Suite à une grève des chauffeurs d’autobus de l’intimée, l’appelant, au nom des détenteurs de laissez-passer, demanda l’autorisation d’exercer un recours collectif contre l’intimée, en remboursement d’une partie du prix des laissez-passer et en dommages‑intérêts. La Cour supérieure a accueilli la requête, mais la Cour d’appel a infirmé ce jugement.

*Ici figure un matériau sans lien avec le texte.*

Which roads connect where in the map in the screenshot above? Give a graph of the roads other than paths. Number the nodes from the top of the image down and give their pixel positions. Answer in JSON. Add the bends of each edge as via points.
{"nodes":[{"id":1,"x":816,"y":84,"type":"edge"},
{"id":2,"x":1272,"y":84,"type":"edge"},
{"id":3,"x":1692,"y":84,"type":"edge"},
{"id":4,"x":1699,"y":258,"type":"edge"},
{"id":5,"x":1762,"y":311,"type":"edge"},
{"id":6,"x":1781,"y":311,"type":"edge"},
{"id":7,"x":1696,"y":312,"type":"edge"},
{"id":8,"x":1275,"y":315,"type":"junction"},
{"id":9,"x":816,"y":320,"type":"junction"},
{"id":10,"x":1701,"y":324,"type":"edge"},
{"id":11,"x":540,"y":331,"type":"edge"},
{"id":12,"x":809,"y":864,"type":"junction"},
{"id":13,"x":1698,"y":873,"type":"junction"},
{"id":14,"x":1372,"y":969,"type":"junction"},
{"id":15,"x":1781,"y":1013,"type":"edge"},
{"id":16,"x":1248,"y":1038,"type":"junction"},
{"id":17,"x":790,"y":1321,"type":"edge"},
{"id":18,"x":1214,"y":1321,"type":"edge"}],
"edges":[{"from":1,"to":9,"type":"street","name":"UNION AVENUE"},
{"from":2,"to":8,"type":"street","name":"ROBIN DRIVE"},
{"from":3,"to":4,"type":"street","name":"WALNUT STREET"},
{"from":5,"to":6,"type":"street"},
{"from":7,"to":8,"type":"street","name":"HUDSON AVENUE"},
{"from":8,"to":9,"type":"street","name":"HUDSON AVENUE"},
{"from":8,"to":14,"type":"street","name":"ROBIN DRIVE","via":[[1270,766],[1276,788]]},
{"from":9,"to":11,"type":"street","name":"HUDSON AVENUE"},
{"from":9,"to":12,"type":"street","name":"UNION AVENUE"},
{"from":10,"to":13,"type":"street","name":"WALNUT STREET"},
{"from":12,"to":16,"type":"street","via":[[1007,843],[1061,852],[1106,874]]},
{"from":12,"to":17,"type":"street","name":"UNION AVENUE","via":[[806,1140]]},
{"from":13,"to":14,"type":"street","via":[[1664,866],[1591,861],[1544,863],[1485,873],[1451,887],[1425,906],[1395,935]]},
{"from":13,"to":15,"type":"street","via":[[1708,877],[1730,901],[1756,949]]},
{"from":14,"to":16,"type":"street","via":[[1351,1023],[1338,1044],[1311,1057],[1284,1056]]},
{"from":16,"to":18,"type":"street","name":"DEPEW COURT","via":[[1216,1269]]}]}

Arrêt: Le pourvoi est accueilli.

Il s’agit essentiellement de déterminer si aux termes de l’al. b) de l’art. 1003 du Code de procédure, le tribunal pour autoriser l’exercice du recours collectif doit se prononcer sur le bien-fondé en droit des conclusions en regard des faits allégués, ou s’il suffit que les allégués justifient les conclusions prima facie ou dévoilent une apparence de droit. Il n’y a pas lieu d’appliquer à l’expression «les faits allégués paraissent justifier les conclusions recherchées» de l’al. 1003b), le sens de l’expression «les faits allégués justifient les conclusions recherchées», contenue à l’art. 847, relatif au recours en évocation, les mots «paraissent justifier» et «justifient» ne pouvant avoir la même portée. L’expression «paraissent justifier» signifie qu’il doit y avoir aux yeux du juge une apparence sérieuse de droit pour qu’il autorise le recours, sans pour autant qu’il ait à se prononcer sur le bien-fondé en droit des conclusions en regard des faits allégués.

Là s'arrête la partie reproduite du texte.